* _Exercise directions_
Transcribe the listing verbatim. Do not carry over any pictures.

* _Data shown_
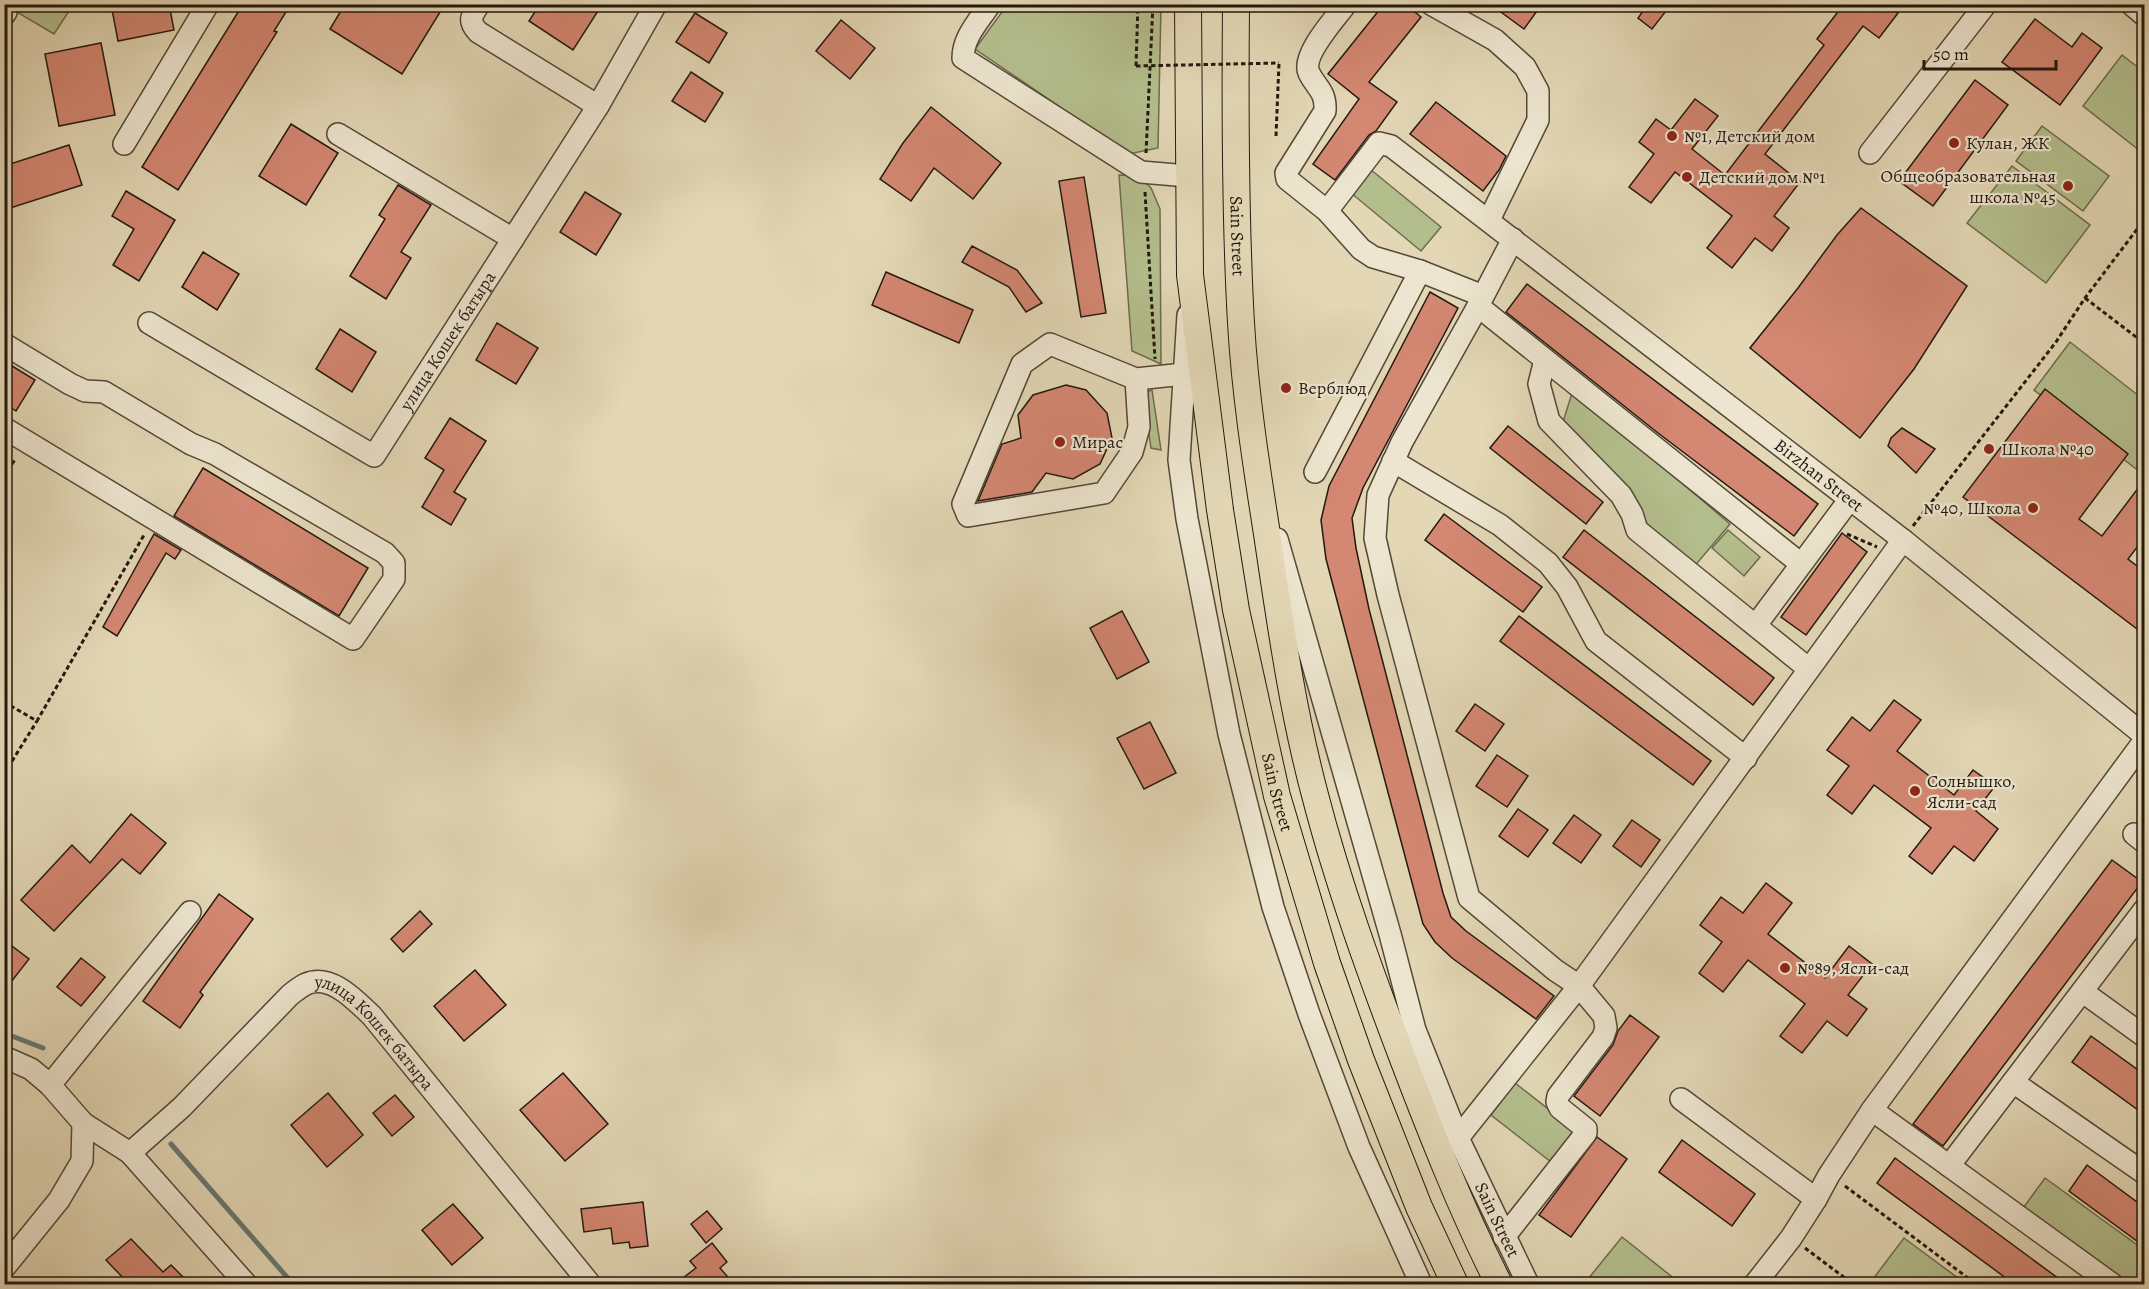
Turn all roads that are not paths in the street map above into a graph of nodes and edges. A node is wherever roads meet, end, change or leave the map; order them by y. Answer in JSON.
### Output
{"nodes":[{"id":1,"x":208,"y":4,"type":"edge"},
{"id":2,"x":479,"y":4,"type":"edge"},
{"id":3,"x":656,"y":4,"type":"edge"},
{"id":4,"x":990,"y":4,"type":"edge"},
{"id":5,"x":1188,"y":4,"type":"edge"},
{"id":6,"x":1236,"y":4,"type":"edge"},
{"id":7,"x":1346,"y":4,"type":"edge"},
{"id":8,"x":1431,"y":4,"type":"edge"},
{"id":9,"x":1986,"y":4,"type":"edge"},
{"id":10,"x":2131,"y":4,"type":"edge"},
{"id":11,"x":1460,"y":10,"type":"edge"},
{"id":12,"x":2145,"y":15,"type":"edge"},
{"id":13,"x":598,"y":106,"type":"junction"},
{"id":14,"x":338,"y":134,"type":"dead end"},
{"id":15,"x":124,"y":144,"type":"dead end"},
{"id":16,"x":1870,"y":153,"type":"dead end"},
{"id":17,"x":1188,"y":176,"type":"junction"},
{"id":18,"x":1327,"y":211,"type":"junction"},
{"id":19,"x":1489,"y":220,"type":"junction"},
{"id":20,"x":513,"y":239,"type":"junction"},
{"id":21,"x":1513,"y":239,"type":"junction"},
{"id":22,"x":1420,"y":272,"type":"junction"},
{"id":23,"x":1190,"y":276,"type":"junction"},
{"id":24,"x":1480,"y":301,"type":"junction"},
{"id":25,"x":149,"y":323,"type":"dead end"},
{"id":26,"x":4,"y":344,"type":"edge"},
{"id":27,"x":1545,"y":360,"type":"junction"},
{"id":28,"x":1184,"y":374,"type":"junction"},
{"id":29,"x":1136,"y":379,"type":"junction"},
{"id":30,"x":4,"y":428,"type":"edge"},
{"id":31,"x":1394,"y":461,"type":"junction"},
{"id":32,"x":1257,"y":468,"type":"junction"},
{"id":33,"x":1315,"y":472,"type":"dead end"},
{"id":34,"x":1850,"y":499,"type":"junction"},
{"id":35,"x":1899,"y":545,"type":"junction"},
{"id":36,"x":1801,"y":564,"type":"junction"},
{"id":37,"x":1756,"y":625,"type":"junction"},
{"id":38,"x":1809,"y":669,"type":"junction"},
{"id":39,"x":2145,"y":735,"type":"edge"},
{"id":40,"x":2145,"y":741,"type":"edge"},
{"id":41,"x":1746,"y":758,"type":"junction"},
{"id":42,"x":2145,"y":910,"type":"edge"},
{"id":43,"x":190,"y":912,"type":"dead end"},
{"id":44,"x":1579,"y":986,"type":"junction"},
{"id":45,"x":2084,"y":992,"type":"junction"},
{"id":46,"x":2145,"y":1036,"type":"edge"},
{"id":47,"x":4,"y":1057,"type":"edge"},
{"id":48,"x":2013,"y":1082,"type":"junction"},
{"id":49,"x":50,"y":1085,"type":"junction"},
{"id":50,"x":1681,"y":1099,"type":"dead end"},
{"id":51,"x":1872,"y":1110,"type":"junction"},
{"id":52,"x":83,"y":1123,"type":"junction"},
{"id":53,"x":1458,"y":1138,"type":"junction"},
{"id":54,"x":130,"y":1153,"type":"junction"},
{"id":55,"x":1948,"y":1166,"type":"junction"},
{"id":56,"x":2145,"y":1173,"type":"edge"},
{"id":57,"x":1816,"y":1199,"type":"junction"},
{"id":58,"x":1504,"y":1238,"type":"junction"},
{"id":59,"x":4,"y":1268,"type":"edge"},
{"id":60,"x":246,"y":1284,"type":"edge"},
{"id":61,"x":590,"y":1284,"type":"edge"},
{"id":62,"x":1421,"y":1284,"type":"edge"},
{"id":63,"x":1455,"y":1284,"type":"edge"},
{"id":64,"x":1499,"y":1284,"type":"edge"},
{"id":65,"x":1528,"y":1284,"type":"edge"},
{"id":66,"x":1755,"y":1284,"type":"edge"},
{"id":67,"x":2112,"y":1284,"type":"edge"}],
"edges":[{"from":1,"to":15,"type":"street"},
{"from":2,"to":13,"type":"street"},
{"from":3,"to":13,"type":"street","name":"улица Кошек батыра"},
{"from":4,"to":17,"type":"street"},
{"from":5,"to":17,"type":"main road","name":"Sain Street"},
{"from":6,"to":32,"type":"main road","name":"Sain Street"},
{"from":7,"to":18,"type":"street"},
{"from":8,"to":11,"type":"street"},
{"from":9,"to":16,"type":"street"},
{"from":10,"to":12,"type":"street"},
{"from":11,"to":19,"type":"street"},
{"from":13,"to":20,"type":"street","name":"улица Кошек батыра"},
{"from":14,"to":20,"type":"street"},
{"from":17,"to":23,"type":"main road","name":"Sain Street"},
{"from":18,"to":19,"type":"street","name":"Birzhan Street"},
{"from":18,"to":22,"type":"street"},
{"from":19,"to":21,"type":"street","name":"Birzhan Street"},
{"from":20,"to":25,"type":"street","name":"улица Кошек батыра"},
{"from":21,"to":24,"type":"street"},
{"from":21,"to":34,"type":"street","name":"Birzhan Street"},
{"from":22,"to":24,"type":"street"},
{"from":22,"to":33,"type":"street"},
{"from":23,"to":28,"type":"street","name":"Sain Street"},
{"from":23,"to":63,"type":"main road","name":"Sain Street"},
{"from":24,"to":27,"type":"street"},
{"from":24,"to":31,"type":"street"},
{"from":26,"to":30,"type":"street"},
{"from":27,"to":36,"type":"street"},
{"from":27,"to":37,"type":"street"},
{"from":28,"to":29,"type":"street"},
{"from":28,"to":62,"type":"street","name":"Sain Street"},
{"from":29,"to":29,"type":"street"},
{"from":31,"to":41,"type":"street"},
{"from":31,"to":44,"type":"street"},
{"from":32,"to":53,"type":"street","name":"Sain Street"},
{"from":32,"to":64,"type":"main road","name":"Sain Street"},
{"from":34,"to":35,"type":"street","name":"Birzhan Street"},
{"from":34,"to":36,"type":"street"},
{"from":35,"to":38,"type":"street"},
{"from":35,"to":39,"type":"street","name":"Birzhan Street"},
{"from":36,"to":37,"type":"street"},
{"from":37,"to":38,"type":"street"},
{"from":38,"to":41,"type":"street"},
{"from":40,"to":51,"type":"street"},
{"from":41,"to":44,"type":"street"},
{"from":42,"to":45,"type":"street"},
{"from":43,"to":49,"type":"street"},
{"from":44,"to":53,"type":"street"},
{"from":44,"to":58,"type":"street"},
{"from":45,"to":46,"type":"street"},
{"from":45,"to":48,"type":"street"},
{"from":47,"to":49,"type":"street"},
{"from":48,"to":55,"type":"street"},
{"from":48,"to":56,"type":"street"},
{"from":49,"to":52,"type":"street"},
{"from":50,"to":57,"type":"street"},
{"from":51,"to":55,"type":"street"},
{"from":51,"to":57,"type":"street"},
{"from":52,"to":54,"type":"street"},
{"from":52,"to":59,"type":"street"},
{"from":53,"to":58,"type":"street","name":"Sain Street"},
{"from":54,"to":60,"type":"street"},
{"from":54,"to":61,"type":"street","name":"улица Кошек батыра"},
{"from":55,"to":67,"type":"street"},
{"from":57,"to":66,"type":"street"},
{"from":58,"to":65,"type":"street","name":"Sain Street"}]}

* _Reply to the task_
Turn all roads that are not paths in the street map above into a graph of nodes and edges. A node is wherever roads meet, end, change or leave the map; order them by y. Answer in JSON.
### Output
{"nodes":[{"id":1,"x":208,"y":4,"type":"edge"},
{"id":2,"x":479,"y":4,"type":"edge"},
{"id":3,"x":656,"y":4,"type":"edge"},
{"id":4,"x":990,"y":4,"type":"edge"},
{"id":5,"x":1188,"y":4,"type":"edge"},
{"id":6,"x":1236,"y":4,"type":"edge"},
{"id":7,"x":1346,"y":4,"type":"edge"},
{"id":8,"x":1431,"y":4,"type":"edge"},
{"id":9,"x":1986,"y":4,"type":"edge"},
{"id":10,"x":2131,"y":4,"type":"edge"},
{"id":11,"x":1460,"y":10,"type":"edge"},
{"id":12,"x":2145,"y":15,"type":"edge"},
{"id":13,"x":598,"y":106,"type":"junction"},
{"id":14,"x":338,"y":134,"type":"dead end"},
{"id":15,"x":124,"y":144,"type":"dead end"},
{"id":16,"x":1870,"y":153,"type":"dead end"},
{"id":17,"x":1188,"y":176,"type":"junction"},
{"id":18,"x":1327,"y":211,"type":"junction"},
{"id":19,"x":1489,"y":220,"type":"junction"},
{"id":20,"x":513,"y":239,"type":"junction"},
{"id":21,"x":1513,"y":239,"type":"junction"},
{"id":22,"x":1420,"y":272,"type":"junction"},
{"id":23,"x":1190,"y":276,"type":"junction"},
{"id":24,"x":1480,"y":301,"type":"junction"},
{"id":25,"x":149,"y":323,"type":"dead end"},
{"id":26,"x":4,"y":344,"type":"edge"},
{"id":27,"x":1545,"y":360,"type":"junction"},
{"id":28,"x":1184,"y":374,"type":"junction"},
{"id":29,"x":1136,"y":379,"type":"junction"},
{"id":30,"x":4,"y":428,"type":"edge"},
{"id":31,"x":1394,"y":461,"type":"junction"},
{"id":32,"x":1257,"y":468,"type":"junction"},
{"id":33,"x":1315,"y":472,"type":"dead end"},
{"id":34,"x":1850,"y":499,"type":"junction"},
{"id":35,"x":1899,"y":545,"type":"junction"},
{"id":36,"x":1801,"y":564,"type":"junction"},
{"id":37,"x":1756,"y":625,"type":"junction"},
{"id":38,"x":1809,"y":669,"type":"junction"},
{"id":39,"x":2145,"y":735,"type":"edge"},
{"id":40,"x":2145,"y":741,"type":"edge"},
{"id":41,"x":1746,"y":758,"type":"junction"},
{"id":42,"x":2145,"y":910,"type":"edge"},
{"id":43,"x":190,"y":912,"type":"dead end"},
{"id":44,"x":1579,"y":986,"type":"junction"},
{"id":45,"x":2084,"y":992,"type":"junction"},
{"id":46,"x":2145,"y":1036,"type":"edge"},
{"id":47,"x":4,"y":1057,"type":"edge"},
{"id":48,"x":2013,"y":1082,"type":"junction"},
{"id":49,"x":50,"y":1085,"type":"junction"},
{"id":50,"x":1681,"y":1099,"type":"dead end"},
{"id":51,"x":1872,"y":1110,"type":"junction"},
{"id":52,"x":83,"y":1123,"type":"junction"},
{"id":53,"x":1458,"y":1138,"type":"junction"},
{"id":54,"x":130,"y":1153,"type":"junction"},
{"id":55,"x":1948,"y":1166,"type":"junction"},
{"id":56,"x":2145,"y":1173,"type":"edge"},
{"id":57,"x":1816,"y":1199,"type":"junction"},
{"id":58,"x":1504,"y":1238,"type":"junction"},
{"id":59,"x":4,"y":1268,"type":"edge"},
{"id":60,"x":246,"y":1284,"type":"edge"},
{"id":61,"x":590,"y":1284,"type":"edge"},
{"id":62,"x":1421,"y":1284,"type":"edge"},
{"id":63,"x":1455,"y":1284,"type":"edge"},
{"id":64,"x":1499,"y":1284,"type":"edge"},
{"id":65,"x":1528,"y":1284,"type":"edge"},
{"id":66,"x":1755,"y":1284,"type":"edge"},
{"id":67,"x":2112,"y":1284,"type":"edge"}],
"edges":[{"from":1,"to":15,"type":"street"},
{"from":2,"to":13,"type":"street"},
{"from":3,"to":13,"type":"street","name":"улица Кошек батыра"},
{"from":4,"to":17,"type":"street"},
{"from":5,"to":17,"type":"main road","name":"Sain Street"},
{"from":6,"to":32,"type":"main road","name":"Sain Street"},
{"from":7,"to":18,"type":"street"},
{"from":8,"to":11,"type":"street"},
{"from":9,"to":16,"type":"street"},
{"from":10,"to":12,"type":"street"},
{"from":11,"to":19,"type":"street"},
{"from":13,"to":20,"type":"street","name":"улица Кошек батыра"},
{"from":14,"to":20,"type":"street"},
{"from":17,"to":23,"type":"main road","name":"Sain Street"},
{"from":18,"to":19,"type":"street","name":"Birzhan Street"},
{"from":18,"to":22,"type":"street"},
{"from":19,"to":21,"type":"street","name":"Birzhan Street"},
{"from":20,"to":25,"type":"street","name":"улица Кошек батыра"},
{"from":21,"to":24,"type":"street"},
{"from":21,"to":34,"type":"street","name":"Birzhan Street"},
{"from":22,"to":24,"type":"street"},
{"from":22,"to":33,"type":"street"},
{"from":23,"to":28,"type":"street","name":"Sain Street"},
{"from":23,"to":63,"type":"main road","name":"Sain Street"},
{"from":24,"to":27,"type":"street"},
{"from":24,"to":31,"type":"street"},
{"from":26,"to":30,"type":"street"},
{"from":27,"to":36,"type":"street"},
{"from":27,"to":37,"type":"street"},
{"from":28,"to":29,"type":"street"},
{"from":28,"to":62,"type":"street","name":"Sain Street"},
{"from":29,"to":29,"type":"street"},
{"from":31,"to":41,"type":"street"},
{"from":31,"to":44,"type":"street"},
{"from":32,"to":53,"type":"street","name":"Sain Street"},
{"from":32,"to":64,"type":"main road","name":"Sain Street"},
{"from":34,"to":35,"type":"street","name":"Birzhan Street"},
{"from":34,"to":36,"type":"street"},
{"from":35,"to":38,"type":"street"},
{"from":35,"to":39,"type":"street","name":"Birzhan Street"},
{"from":36,"to":37,"type":"street"},
{"from":37,"to":38,"type":"street"},
{"from":38,"to":41,"type":"street"},
{"from":40,"to":51,"type":"street"},
{"from":41,"to":44,"type":"street"},
{"from":42,"to":45,"type":"street"},
{"from":43,"to":49,"type":"street"},
{"from":44,"to":53,"type":"street"},
{"from":44,"to":58,"type":"street"},
{"from":45,"to":46,"type":"street"},
{"from":45,"to":48,"type":"street"},
{"from":47,"to":49,"type":"street"},
{"from":48,"to":55,"type":"street"},
{"from":48,"to":56,"type":"street"},
{"from":49,"to":52,"type":"street"},
{"from":50,"to":57,"type":"street"},
{"from":51,"to":55,"type":"street"},
{"from":51,"to":57,"type":"street"},
{"from":52,"to":54,"type":"street"},
{"from":52,"to":59,"type":"street"},
{"from":53,"to":58,"type":"street","name":"Sain Street"},
{"from":54,"to":60,"type":"street"},
{"from":54,"to":61,"type":"street","name":"улица Кошек батыра"},
{"from":55,"to":67,"type":"street"},
{"from":57,"to":66,"type":"street"},
{"from":58,"to":65,"type":"street","name":"Sain Street"}]}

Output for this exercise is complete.